I wonder where I could look for a convergence study of expressions like that. Specifically, I'd like to know how for a given $n$ to compute a sum of powers that approximates $f$ best on a given interval (in any norm $\|\cdot\|_1$ or $\|\cdot\|_2$).
EDIT: I probably should clarify the question. The set of powers $\alpha_k$ is not fixed prior to approximation. The goal is not only to pick the best coefficients $c_k$ but also the powers $\alpha_k$ for the given $f$ so that the $n$-term approximation of $f$ would have the least error.

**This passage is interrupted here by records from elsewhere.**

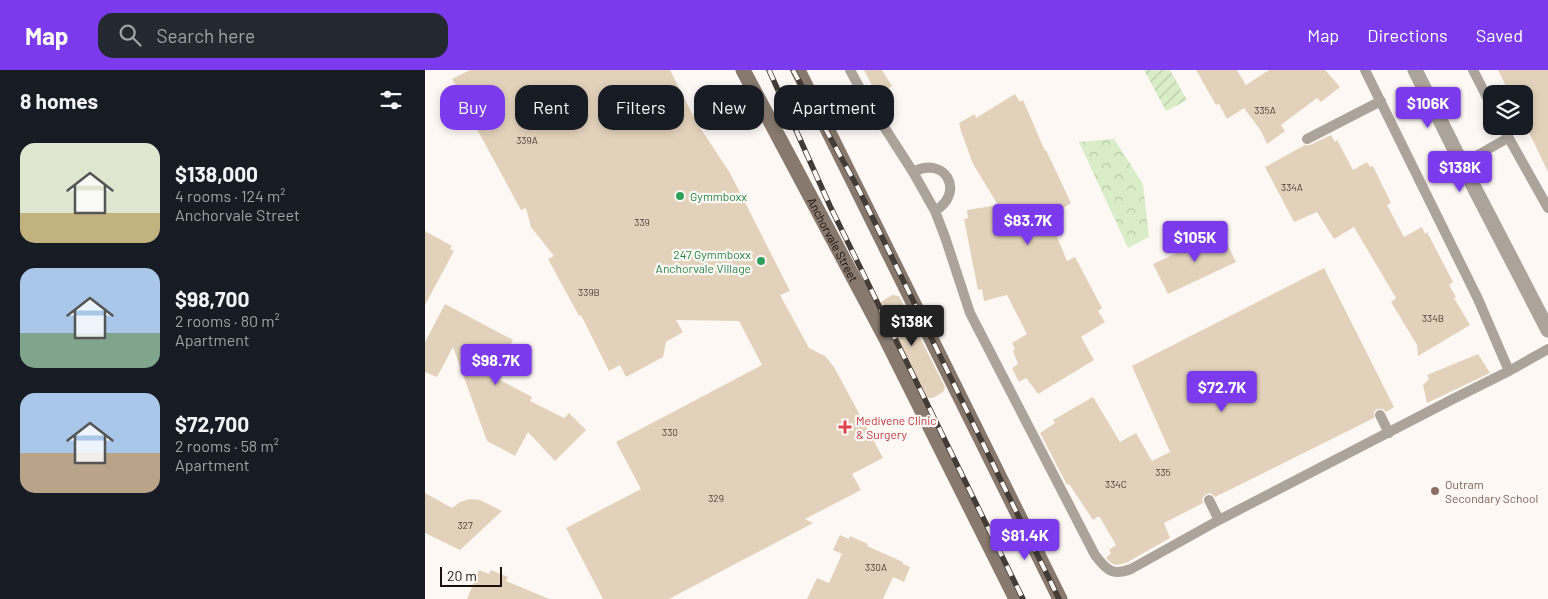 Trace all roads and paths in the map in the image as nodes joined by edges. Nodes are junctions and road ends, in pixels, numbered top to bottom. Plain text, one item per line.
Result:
1 (743, 70) edge
2 (798, 70) edge
3 (850, 70) edge
4 (1365, 70) edge
5 (1415, 70) edge
6 (1473, 70) edge
7 (1483, 90) edge
8 (1381, 101) junction
9 (1506, 135) edge
10 (1508, 138) junction
11 (1307, 139) dead end
12 (1462, 164) junction
13 (913, 172) junction
14 (1548, 208) edge
15 (935, 211) junction
16 (1548, 330) edge
17 (1548, 349) edge
18 (1509, 371) junction
19 (1380, 415) dead end
20 (1389, 433) junction
21 (1209, 500) dead end
22 (1219, 520) junction
23 (1016, 599) edge
24 (1061, 599) edge

1 - 23 street, Anchorvale Street
2 - 24 street
3 - 13 lane
4 - 8 lane
5 - 12 street
6 - 7 lane
8 - 11 lane
8 - 18 lane
9 - 10 lane
10 - 12 lane
10 - 14 lane
12 - 16 street
13 - 15 lane
13 - 15 lane
15 - 22 lane
17 - 18 lane
18 - 20 lane
19 - 20 lane
20 - 22 lane
21 - 22 lane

Here's an illustration. Suppose $f=\sqrt x, x\in[1,3]$. One can certainly approximate $f$ with a Taylor polynomial centered at $2$ or with a Chabyshev polynomial, etc. However, the best approximation in the above form would be, well, $\sqrt x$: $c_0=1, \alpha_0=\frac{1}{2}$.
Given that uncountable choice of $\alpha$s it's not clear how one can orthogonalize anything. The goal seems to be, for the given $f$ and $n$, to identify the sequence $\alpha_0,...,\alpha_n$ which would span a plane closest to $f$, and then compute the coefficients that would produce the best approximation.